### Goal of the exercise:
Provide the number of lines in the material containing the word "Drive", with nothing added.

### Task inputs:

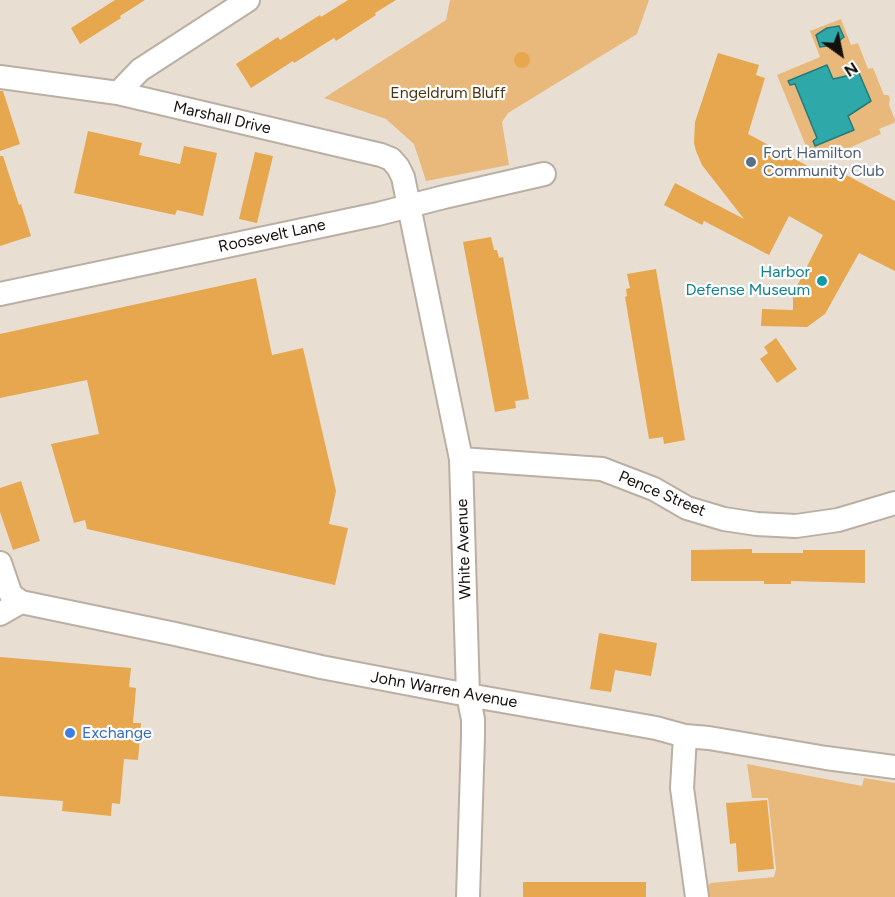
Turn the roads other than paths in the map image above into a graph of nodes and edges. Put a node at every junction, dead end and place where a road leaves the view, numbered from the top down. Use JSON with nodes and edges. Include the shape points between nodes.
{"nodes":[{"id":1,"x":248,"y":0,"type":"edge"},
{"id":2,"x":0,"y":77,"type":"edge"},
{"id":3,"x":118,"y":93,"type":"junction"},
{"id":4,"x":543,"y":174,"type":"dead end"},
{"id":5,"x":410,"y":206,"type":"junction"},
{"id":6,"x":0,"y":294,"type":"edge"},
{"id":7,"x":461,"y":459,"type":"junction"},
{"id":8,"x":895,"y":502,"type":"edge"},
{"id":9,"x":0,"y":563,"type":"edge"},
{"id":10,"x":21,"y":602,"type":"junction"},
{"id":11,"x":0,"y":614,"type":"edge"},
{"id":12,"x":468,"y":695,"type":"junction"},
{"id":13,"x":685,"y":736,"type":"junction"},
{"id":14,"x":895,"y":767,"type":"edge"},
{"id":15,"x":468,"y":897,"type":"edge"},
{"id":16,"x":698,"y":897,"type":"edge"}],
"edges":[{"from":1,"to":3,"type":"street","via":[[140,70]]},
{"from":2,"to":3,"type":"street","name":"Marshall Drive"},
{"from":3,"to":5,"type":"street","name":"Marshall Drive","via":[[381,155],[398,167]]},
{"from":4,"to":5,"type":"street","name":"Roosevelt Lane"},
{"from":5,"to":6,"type":"street","name":"Roosevelt Lane"},
{"from":5,"to":7,"type":"street","name":"White Avenue"},
{"from":7,"to":8,"type":"street","name":"Pence Street","via":[[602,469],[654,489],[687,508],[757,524],[796,526],[838,520]]},
{"from":7,"to":12,"type":"street","name":"White Avenue"},
{"from":9,"to":10,"type":"street","via":[[11,594]]},
{"from":10,"to":11,"type":"street"},
{"from":10,"to":12,"type":"street","name":"John Warren Avenue"},
{"from":12,"to":13,"type":"street","name":"John Warren Avenue"},
{"from":12,"to":15,"type":"street","name":"White Avenue","via":[[473,737]]},
{"from":13,"to":14,"type":"street","name":"John Warren Avenue"},
{"from":13,"to":16,"type":"street","via":[[682,788]]}]}
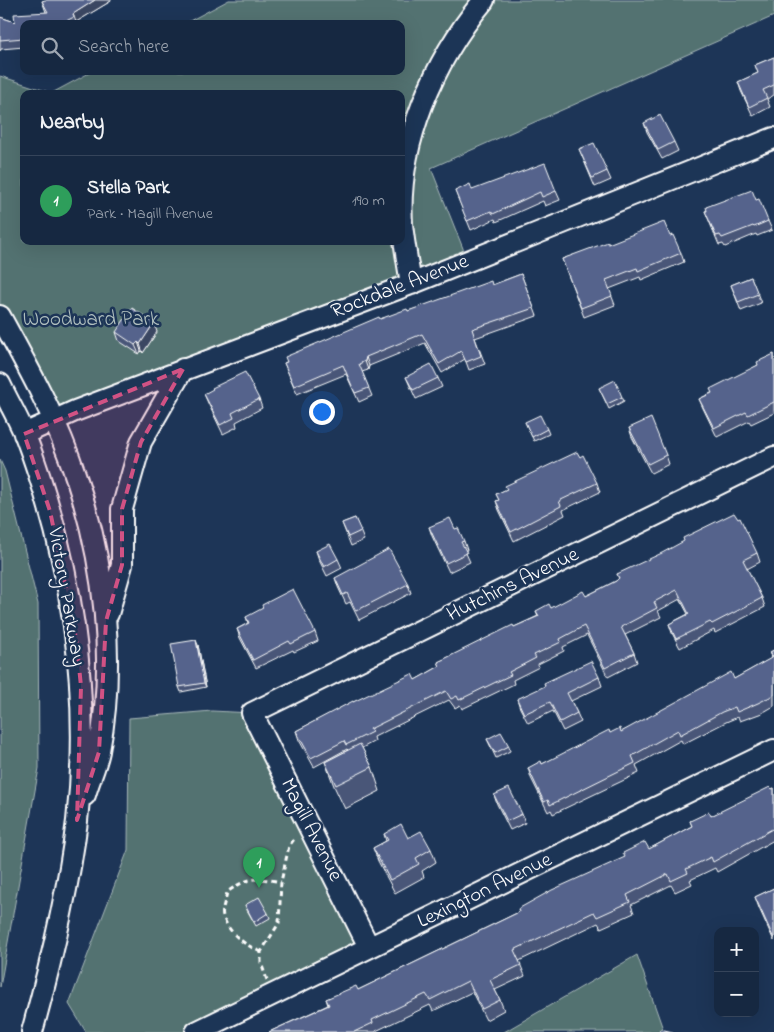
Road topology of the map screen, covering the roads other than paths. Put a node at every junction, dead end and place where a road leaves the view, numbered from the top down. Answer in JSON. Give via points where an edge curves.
{"nodes":[{"id":1,"x":484,"y":0,"type":"edge"},
{"id":2,"x":774,"y":138,"type":"edge"},
{"id":3,"x":405,"y":177,"type":"edge"},
{"id":4,"x":405,"y":243,"type":"edge"},
{"id":5,"x":411,"y":284,"type":"junction"},
{"id":6,"x":0,"y":316,"type":"edge"},
{"id":7,"x":183,"y":369,"type":"junction"},
{"id":8,"x":0,"y":384,"type":"edge"},
{"id":9,"x":54,"y":420,"type":"junction"},
{"id":10,"x":24,"y":434,"type":"junction"},
{"id":11,"x":774,"y":457,"type":"edge"},
{"id":12,"x":106,"y":620,"type":"junction"},
{"id":13,"x":252,"y":712,"type":"joint"},
{"id":14,"x":774,"y":750,"type":"edge"},
{"id":15,"x":77,"y":820,"type":"junction"},
{"id":16,"x":370,"y":947,"type":"junction"},
{"id":17,"x":32,"y":1032,"type":"edge"},
{"id":18,"x":196,"y":1032,"type":"edge"}],
"edges":[{"from":1,"to":3,"type":"street","via":[[451,46],[433,81],[420,111]]},
{"from":2,"to":5,"type":"street","name":"Rockdale Avenue"},
{"from":4,"to":5,"type":"street"},
{"from":5,"to":7,"type":"street","name":"Rockdale Avenue"},
{"from":6,"to":9,"type":"street","name":"Victory Parkway"},
{"from":7,"to":9,"type":"street","name":"Rockdale Avenue"},
{"from":7,"to":12,"type":"street","via":[[141,442],[122,509],[122,565]]},
{"from":8,"to":10,"type":"street","name":"Victory Parkway"},
{"from":9,"to":10,"type":"street","name":"Rockdale Avenue"},
{"from":9,"to":12,"type":"street","name":"Victory Parkway","via":[[91,527]]},
{"from":10,"to":15,"type":"street","name":"Victory Parkway","via":[[50,511],[76,638],[81,686]]},
{"from":11,"to":13,"type":"street","name":"Hutchins Avenue"},
{"from":12,"to":15,"type":"street","name":"Victory Parkway","via":[[105,690],[98,752]]},
{"from":13,"to":16,"type":"street","name":"Magill Avenue"},
{"from":14,"to":16,"type":"street","name":"Lexington Avenue"},
{"from":15,"to":17,"type":"street","name":"Victory Parkway","via":[[64,898]]},
{"from":16,"to":18,"type":"street","name":"Lexington Avenue"}]}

### Response:
2